The range in resistivity of natural materials available on Earth is remarkable, covering at least 21 orders of magnitude! For example, the resistivity of rubber is a billion times a trillion times greater than the resistivity of copper. Electronic circuit boards typically use copper for their conducting paths and a fiberglass-epoxy substrate for the insulating material separating the conductors. The high resistivity of the substrate (similar in value to rubber) keeps the electric current from “leaking” across the board from one conductor to another.⁵ This near-absolute barrier between conductors allows for the miniaturization of electronic circuit design with spacing between conducting paths on a printed circuit board as small as 0.003 inches.⁶ Without the enormous difference in materials with regards to their resistivity or conductance properties, electronic circuits would not be possible.

All electronic devices today use semiconductor materials for their circuit elements, such as logic gates, processors, and solid-state memory. The principal semiconductors are silicon and germanium; silicon’s abundance in the Earth’s crust is second only to oxygen (sand is mostly SiO₂),⁷ while germanium is scarce but available in sufficient quantities.⁸

Influenced by the quantum properties of countless atoms in proximity, solids develop a so-called band structure (not a musical arrangement) that determines the energy levels of electrons and whether or not they can roam freely through the solid. In conductors, one or more electrons from each atom are free to wander through the material like diplomatic travelers on an unlimited expense account. The electrons of insulating materials are not free to move unless they are torn from their moorings by an excess of energy. Semiconductors have a band structure that only loosely holds electrons, and a small inducement (low voltage) can cause a migration of electrical charge. 

Key Circuit Elements

Manipulating the electrical properties of semiconductors allows for the production of key circuit elements such as transistors and diodes (including light-emitting diodes and solid-state lasers). Without the unique and unexpectedly rich properties of semiconductors, our familiar world of powerful, portable electronic devices would not exist.

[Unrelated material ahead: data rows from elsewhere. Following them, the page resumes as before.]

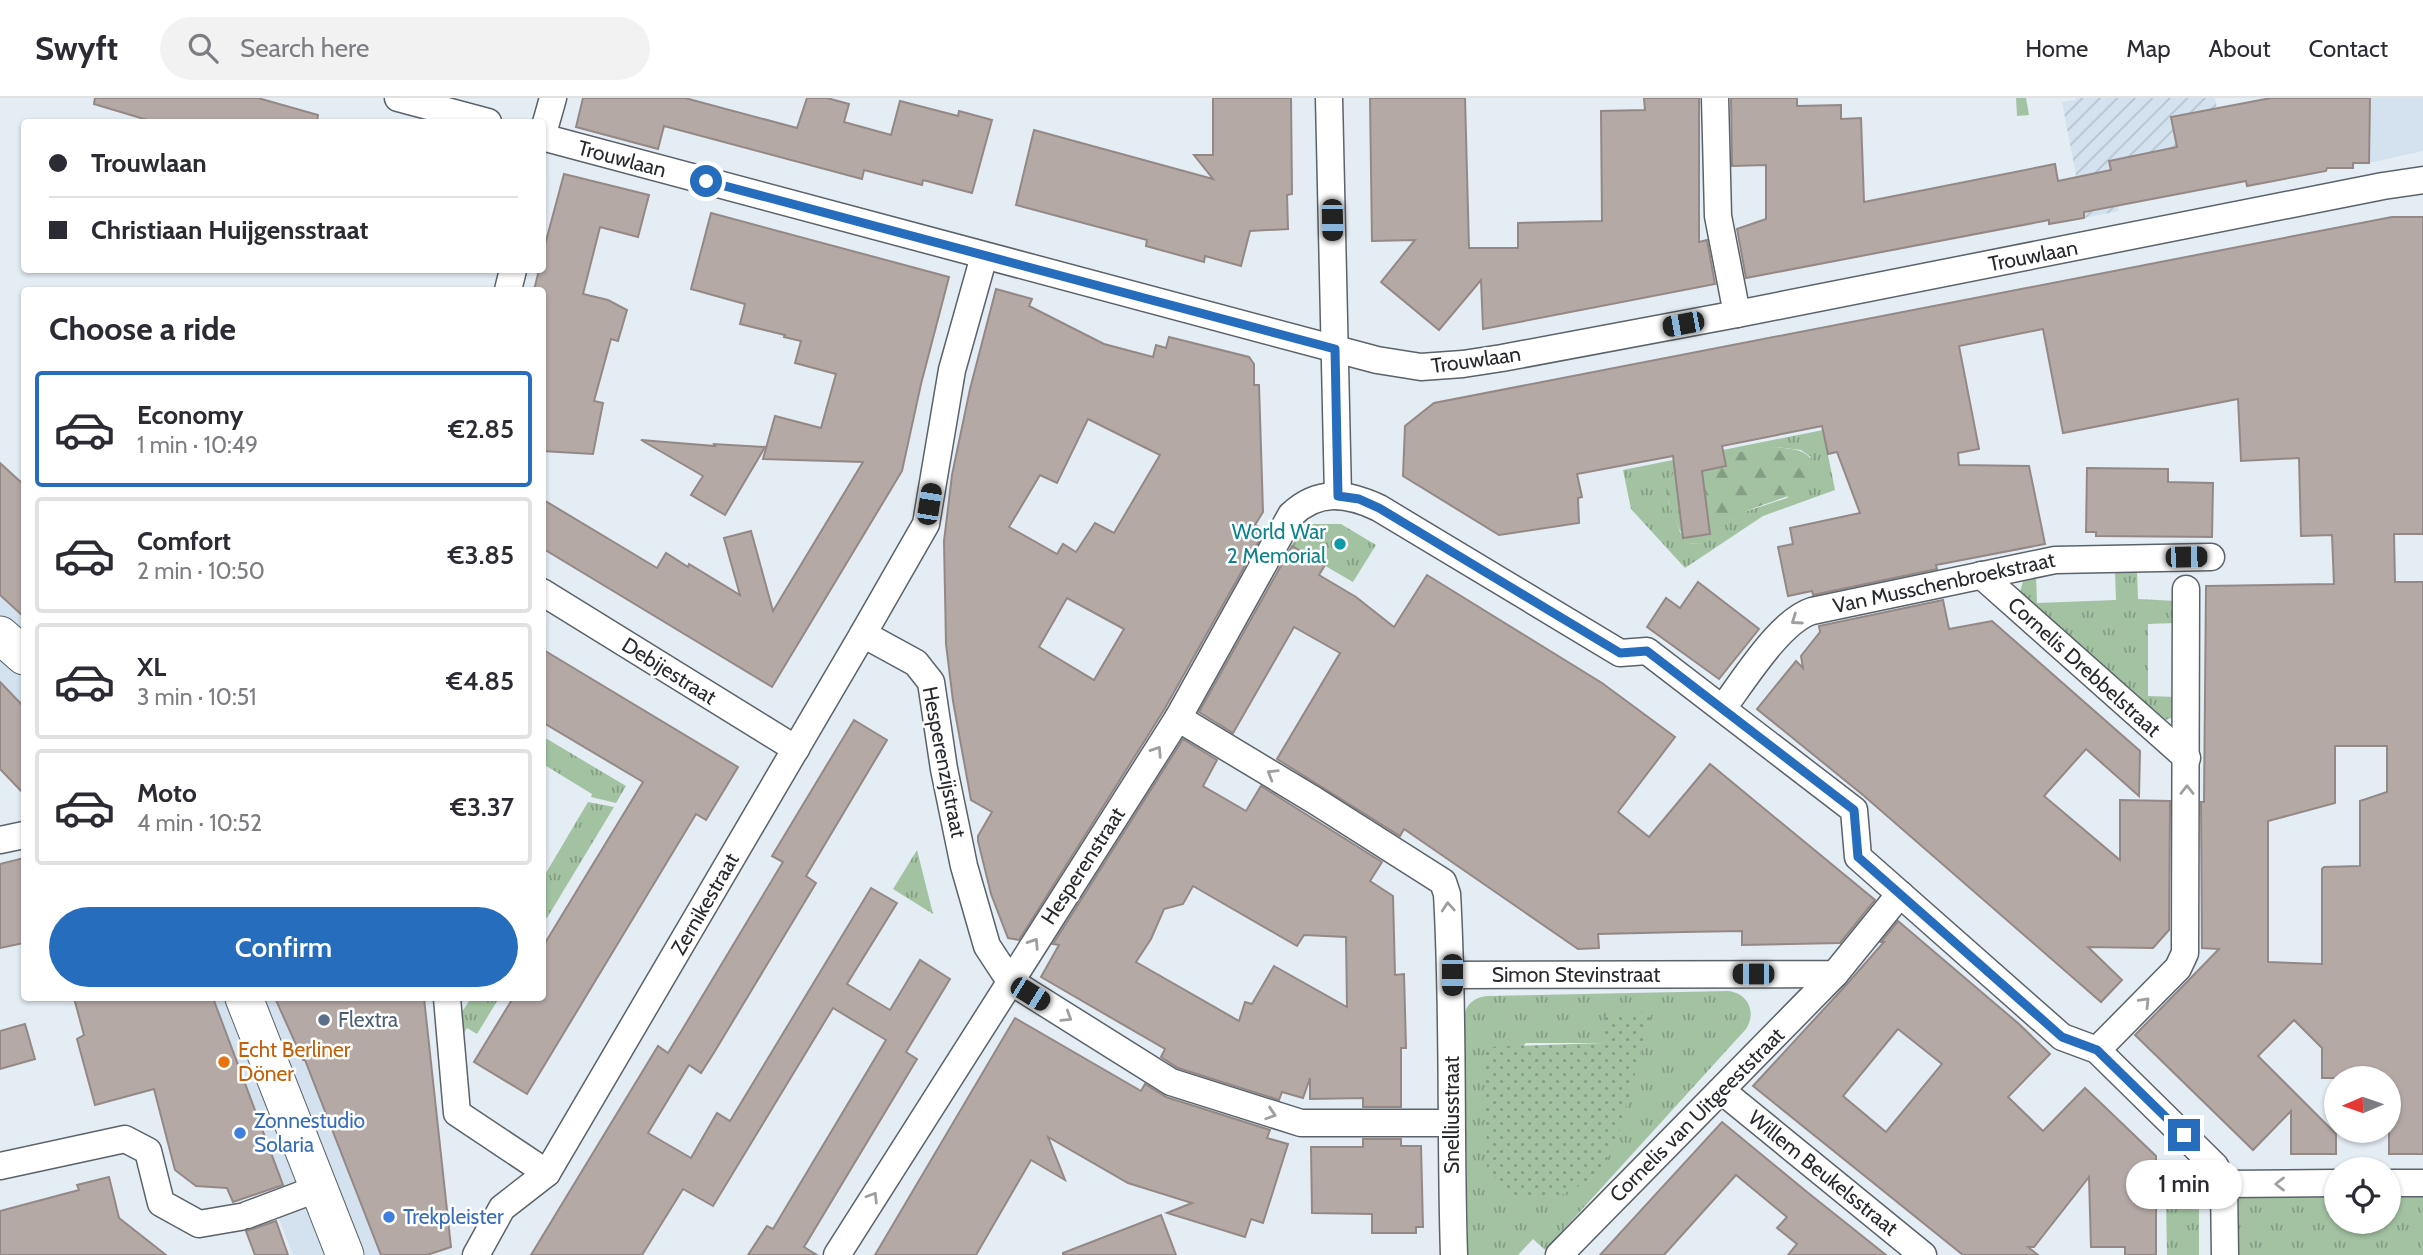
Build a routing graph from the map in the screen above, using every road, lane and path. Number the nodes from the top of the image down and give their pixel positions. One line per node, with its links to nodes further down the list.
1 (398, 98): 5 (street)
2 (553, 98): 6 (street)
3 (1329, 98): 11 (street)
4 (1715, 98): 10 (street)
5 (477, 119)
6 (546, 123)
7 (546, 138): 9 (street, Trouwlaan)
8 (2423, 180): 10 (street, Trouwlaan)
9 (984, 256): 11 (street, Trouwlaan); 17 (street)
10 (1737, 314): 11 (street, Trouwlaan)
11 (1335, 349): 12 (street)
12 (1338, 496): 20 (street); 21 (street, Hesperenstraat)
13 (2211, 557): 14 (street, Van Musschenbroekstraat)
14 (1980, 575): 20 (street, Van Musschenbroekstraat, one-way to 20); 23 (street, Cornelis Drebbelstraat)
15 (2186, 589): 23 (street, Cornelis Drebbelstraat)
16 (546, 594): 22 (street, Debijestraat)
17 (863, 634): 22 (street, Zernikestraat); 29 (street, Hesperenzijstraat)
18 (0, 635): 19 (street)
19 (21, 653)
20 (1723, 708): 26 (street)
21 (1178, 718): 28 (street, one-way to 21); 29 (street, Hesperenstraat, one-way to 21)
22 (796, 749): 36 (street, Zernikestraat)
23 (2187, 758): 32 (street, Cornelis Drebbelstraat, one-way to 23)
24 (21, 836): 25 (street)
25 (0, 840)
26 (1900, 894): 27 (street); 32 (street)
27 (1835, 974): 28 (street, Simon Stevinstraat); 33 (street, Cornelis van Uitgeeststraat)
28 (1452, 975): 34 (street, Snelliusstraat)
29 (1010, 981): 34 (street, one-way to 34); 44 (street, Hesperenstraat, one-way to 29)
30 (245, 1001): 41 (street)
31 (447, 1001): 36 (street)
32 (2097, 1050): 40 (street)
33 (1722, 1091): 46 (street, Cornelis van Uitgeeststraat); 47 (street, Willem Beukelsstraat)
34 (1451, 1123): 45 (street, Snelliusstraat)
35 (0, 1166): 41 (street)
36 (547, 1173): 43 (street)
37 (2324, 1183): 40 (street, one-way to 40)
38 (2401, 1183): 39 (street)
39 (2423, 1183)
40 (2224, 1184): 48 (street)
41 (319, 1188): 42 (street)
42 (345, 1255)
43 (475, 1255)
44 (837, 1255)
45 (1454, 1255)
46 (1559, 1255)
47 (1923, 1255)
48 (2225, 1255)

Much more could be said about the almost unbelievable advancements in electronics technology over the last half century. These advancements have come as a result of our ability to uncover means of advantageously exploiting the subtle properties of materials on Earth that seemed to be awaiting our investigation. In conjunction with the discovered realm of the quantum properties of materials, computational power and memory storage capacity have been dramatically increased over the last few decades. Computing power (measured by the transistor count in a microprocessor) has exponentially increased by a factor of 1,000 since about 1990. Hard drive storage has increased by a factor of 6,000 since the mid 1990’s. The resolution available in digital cameras has improved by about 40 times in the last 30 years.

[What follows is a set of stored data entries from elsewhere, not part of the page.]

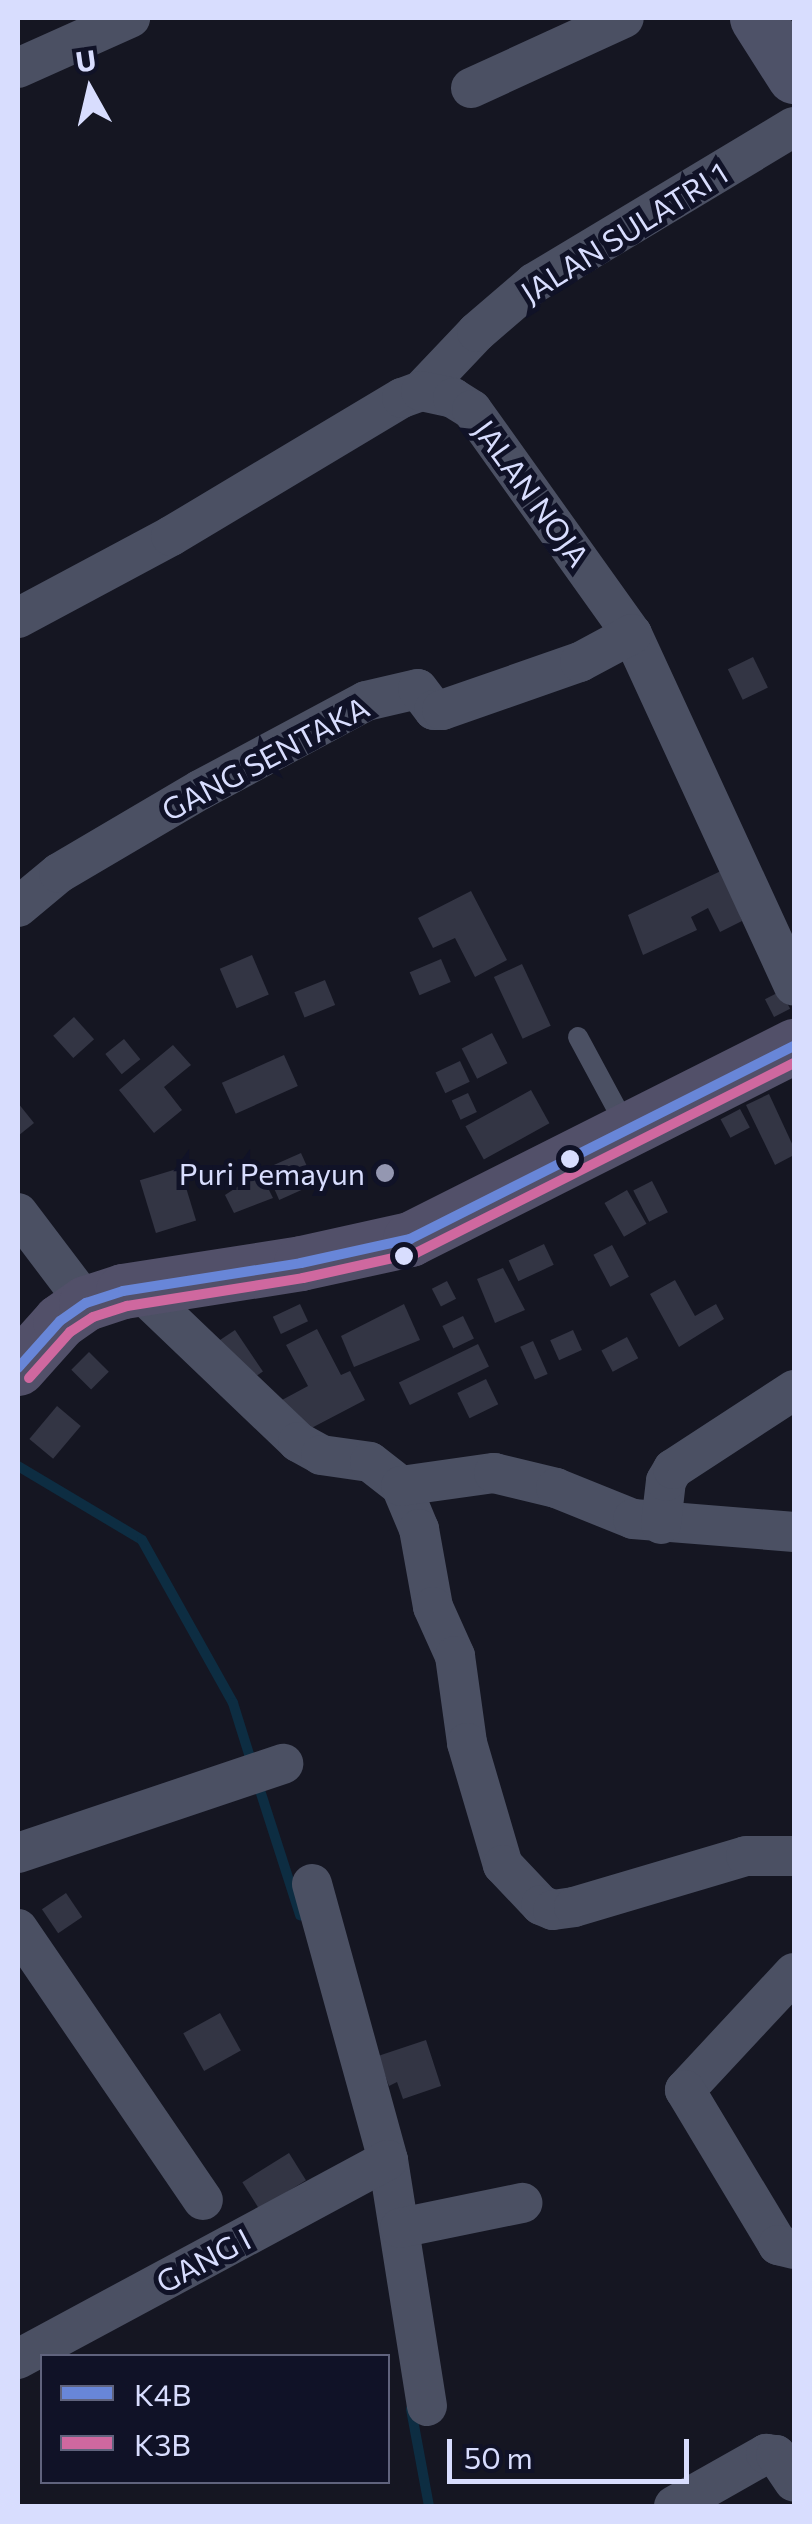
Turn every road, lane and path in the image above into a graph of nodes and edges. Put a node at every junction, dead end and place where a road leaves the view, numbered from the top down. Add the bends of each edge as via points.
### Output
1 (130, 18) edge
2 (624, 18) edge
3 (757, 18) edge
4 (18, 68) edge
5 (794, 76) edge
6 (471, 88) dead end
7 (794, 128) edge
8 (462, 348) junction
9 (422, 391) junction
10 (472, 410) junction
11 (18, 618) edge
12 (632, 634) junction
13 (18, 907) edge
14 (794, 986) edge
15 (578, 1037) dead end
16 (794, 1046) edge
17 (629, 1131) junction
18 (18, 1213) edge
19 (111, 1295) junction
20 (18, 1368) edge
21 (794, 1390) edge
22 (401, 1486) junction
23 (661, 1524) junction
24 (794, 1532) edge
25 (268, 1768) dead end
26 (18, 1853) edge
27 (794, 1856) edge
28 (312, 1884) dead end
29 (18, 1929) edge
30 (794, 1974) edge
31 (378, 2165) junction
32 (203, 2200) dead end
33 (522, 2203) dead end
34 (400, 2228) junction
35 (794, 2249) edge
36 (18, 2359) edge
37 (427, 2406) dead end
38 (794, 2482) edge
39 (674, 2506) edge

1 - 4 street
2 - 6 street
3 - 5 main road
7 - 8 street, JALAN SULATRI 1 via 534,283
8 - 9 street, JALAN SULATRI 1
8 - 10 street
9 - 10 street, JALAN NOJA
9 - 11 street
10 - 12 street, JALAN NOJA
12 - 13 street, GANG SENTAKA via 580,662 442,710 434,710 418,689 366,701 58,873
12 - 14 street, JALAN NOJA
15 - 17 lane
16 - 17 main road
17 - 19 main road via 410,1239
18 - 19 street
19 - 20 main road via 60,1320
19 - 22 street via 298,1442 334,1458 370,1462
21 - 23 street via 673,1469
22 - 23 street via 494,1473
22 - 27 street via 419,1529 433,1607 455,1656 467,1744 499,1852 515,1882 553,1910 704,1865
23 - 24 street
25 - 26 street
28 - 31 street
29 - 32 street
30 - 35 street via 685,2090 778,2245
31 - 34 street
31 - 36 street, GANG I
33 - 34 street
34 - 37 street
38 - 39 street via 776,2455 766,2454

Evidence of Intelligent Design

Does the phenomenal success in the development of electronic devices suggest any evidence of foresight in making all this possible? A planet lacking sufficient semiconductive elements would definitely hamper the possibility of technological development. We can be thankful for the right materials with the right properties that have allowed us to move beyond a 1950s-level of technology. But a word of caution is also in order, since as we have seen, too much of a good thing can also work against us.

Notes

1. https://www.elon.edu/u/imagining/time-capsule/150-years/back-1870-1940 .
2. Carole E. Scott, “The History of the Radio Industry in the United States to 1940,” https://eh.net/encyclopedia/the-history-of-the-radio-industry-in-the-united-states-to-1940/ .
3. 1920s – 1960s: Television | Imagining the Internet | Elon University .
4. https://www.hhs.gov/about/news/2023/05/03/new-surgeon-general-advisory-raises-alarm-about-devastating-impact-epidemic-loneliness-isolation-united-states.html .
5. fr-4.indd (laminatedplastics.com) .
6. PCB Tolerances – PCB Thickness Standards | Advanced Circuits (4pcb.com) .
7. Silicon | Element, Atom, Properties, Uses, & Facts | Britannica.
8. Germanium | Properties, Uses, & Facts | Britannica.